Ricetta tradizionale anguilla allo spiedo

di Vito Verna Commenta

Dopo avervi presentato la scamorza al forno, desideriamo spiegarvi come preparare l’anguilla arrosto allo spiedo, anche questo una delle tipiche ricette tradizionali che vi stiamo proponendo in questi giorni.

Anche questo, come la scamorza al forno, è un piatto tipicamente umbro. Usanza vuole che le anguille o, ancora meglio i capitoni, venissero pescati freschi nel lago Trasimeno per poi essere serviti sulle tavole dei più abbienti durante il cenone della vigilia di Natale.
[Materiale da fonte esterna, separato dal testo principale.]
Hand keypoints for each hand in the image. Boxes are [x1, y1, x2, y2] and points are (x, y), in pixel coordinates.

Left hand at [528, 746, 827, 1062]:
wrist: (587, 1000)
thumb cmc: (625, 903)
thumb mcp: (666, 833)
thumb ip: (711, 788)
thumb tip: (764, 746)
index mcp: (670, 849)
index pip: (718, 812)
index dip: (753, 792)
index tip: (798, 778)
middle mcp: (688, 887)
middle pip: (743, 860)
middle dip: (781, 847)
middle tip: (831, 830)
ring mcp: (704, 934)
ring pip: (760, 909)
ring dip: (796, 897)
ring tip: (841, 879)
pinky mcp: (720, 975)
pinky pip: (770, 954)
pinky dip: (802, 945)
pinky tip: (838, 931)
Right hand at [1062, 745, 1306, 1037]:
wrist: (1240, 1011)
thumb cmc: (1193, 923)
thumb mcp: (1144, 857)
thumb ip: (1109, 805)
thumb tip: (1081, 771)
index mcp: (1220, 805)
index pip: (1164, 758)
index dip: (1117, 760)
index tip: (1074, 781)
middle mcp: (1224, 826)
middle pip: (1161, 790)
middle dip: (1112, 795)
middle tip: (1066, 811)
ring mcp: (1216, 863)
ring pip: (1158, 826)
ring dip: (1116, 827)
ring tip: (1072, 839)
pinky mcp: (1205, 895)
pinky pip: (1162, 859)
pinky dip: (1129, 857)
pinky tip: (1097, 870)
Oggi, fortunatamente, l’anguilla si trova ovunque e tutti possiamo gustare questa ottima ricetta che andiamo subito a presentarvi.


INGREDIENTI

– 2 Kg di anguille

– 15 foglie di alloro

– 1 rametto di rosmarino

– 1 bicchiere di aceto di vino bianco

– 2 bicchieri di olio EVO

– sale q. b.

– pepe q. b.

– Pulire accuratamente le anguille, provvedendo, in particolar modo, a togliere ogni residuo di pelle

– Tagliare l’anguilla in pezzi che siano lunghi massimo qualche centimetro (8 sono già troppi)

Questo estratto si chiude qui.